Science is not popular with Populists who often seem to be automatic climate change deniers

As populism seems to be the way to go in Politics this year, with half the world having elections, we may see more of what is happening now in Argentina

‘Despair’: Argentinian researchers protest as president begins dismantling science

Javier Milei’s actions after taking office have research institutions facing shutdown.

Three months after Javier Milei took office as the new president of Argentina, scientists there say that their profession is in crisis. As Milei cuts government spending to bring down the country’s deficit and to lower inflation — now more than 250% annually — academics say that some areas of research are at risk. And they say that institutes supported by Argentina’s main science agency, the National Scientific and Technical Research Council (CONICET), might have to shut down. Researchers have been expressing their anger and discontent on social media and protesting in the streets.

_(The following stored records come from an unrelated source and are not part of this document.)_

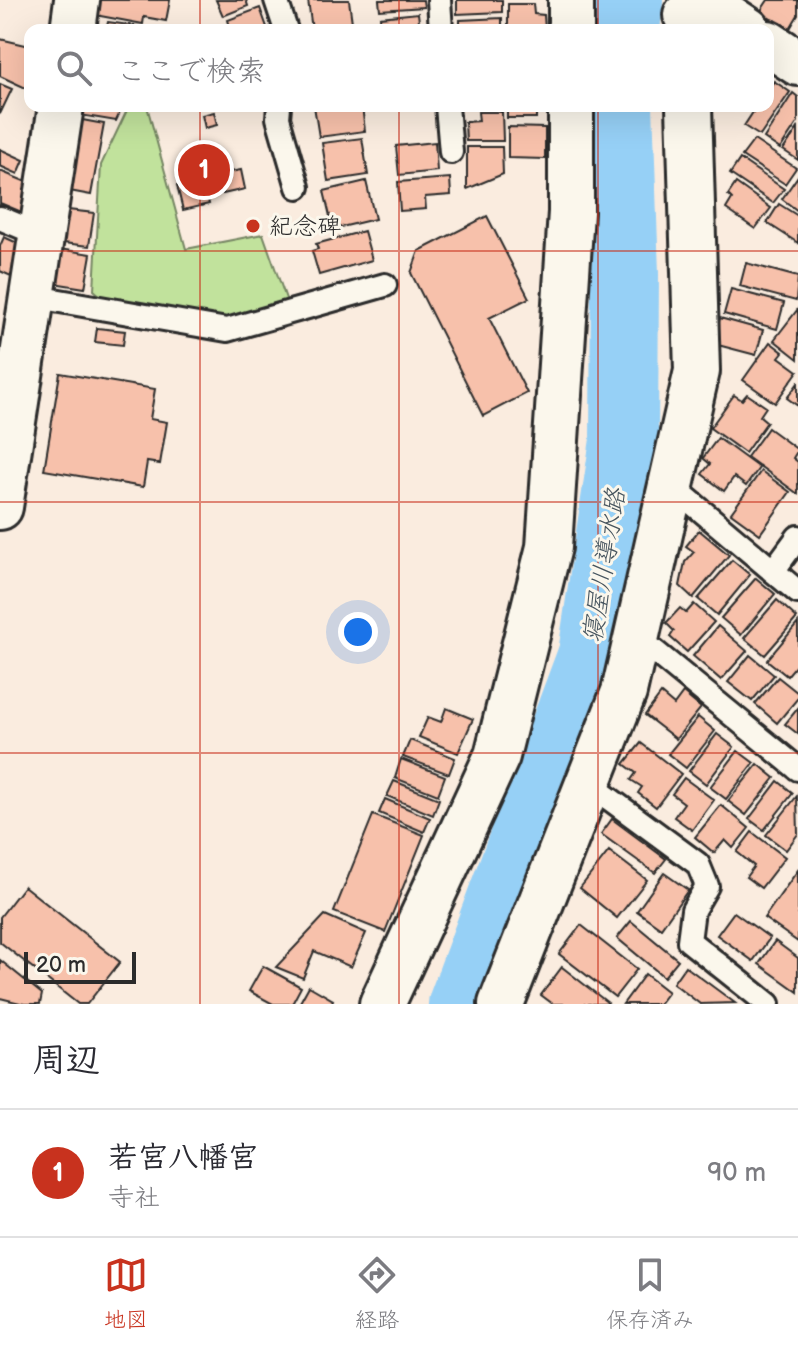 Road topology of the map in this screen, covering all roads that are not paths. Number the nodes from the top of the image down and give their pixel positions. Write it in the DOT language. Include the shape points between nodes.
graph roads {
  1 [pos="77,0"];
  2 [pos="276,0"];
  3 [pos="439,0"];
  4 [pos="571,0"];
  5 [pos="686,15"];
  6 [pos="74,24"];
  7 [pos="284,24"];
  8 [pos="441,24"];
  9 [pos="571,24"];
  10 [pos="739,24"];
  11 [pos="774,47"];
  12 [pos="798,63"];
  13 [pos="60,112"];
  14 [pos="278,112"];
  15 [pos="448,112"];
  16 [pos="571,112"];
  17 [pos="689,112"];
  18 [pos="451,152"];
  19 [pos="298,187"];
  20 [pos="0,218"];
  21 [pos="41,235"];
  22 [pos="385,285"];
  23 [pos="31,296"];
  24 [pos="671,485"];
  25 [pos="0,507"];
  26 [pos="798,537"];
  27 [pos="773,571"];
  28 [pos="798,592"];
  29 [pos="637,637"];
  30 [pos="798,769"];
  31 [pos="588,783"];
  32 [pos="382,1004"];
  33 [pos="501,1004"];
  34 [pos="768,1004"];
  1 -- 6 [label="street"];
  2 -- 7 [label="lane"];
  3 -- 8 [label="lane"];
  4 -- 9 [label="street"];
  5 -- 10 [label="street" via="727,16"];
  11 -- 12 [label="street"];
  13 -- 21 [label="street"];
  14 -- 19 [label="lane"];
  15 -- 18 [label="lane"];
  16 -- 32 [label="street" via="571,212 549,547 497,756"];
  17 -- 24 [label="street" via="697,371"];
  20 -- 21 [label="lane"];
  21 -- 23 [label="street"];
  22 -- 23 [label="lane" via="227,330"];
  23 -- 25 [label="street"];
  24 -- 27 [label="lane"];
  24 -- 29 [label="street"];
  26 -- 27 [label="lane"];
  27 -- 28 [label="lane"];
  29 -- 30 [label="lane"];
  29 -- 31 [label="street" via="624,692"];
  31 -- 33 [label="street"];
  31 -- 34 [label="lane" via="698,864 707,886 693,910 689,941"];
}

‘Extremely worrying’: Argentinian researchers reel after election of anti-science president

The far-right Milei administration has decided that the federal budget will remain unchanged from that in 2023 — which means that, in real terms, funding levels are at least 50% lower this year because of increasing inflation. CONICET, which supports nearly 12,000 researchers at about 300 institutes, has had to reduce the number of graduate-student scholarships it awards from 1,300 to 600. It has also stopped hiring researchers and giving promotions, and it has laid off nearly 50 administrative staff members.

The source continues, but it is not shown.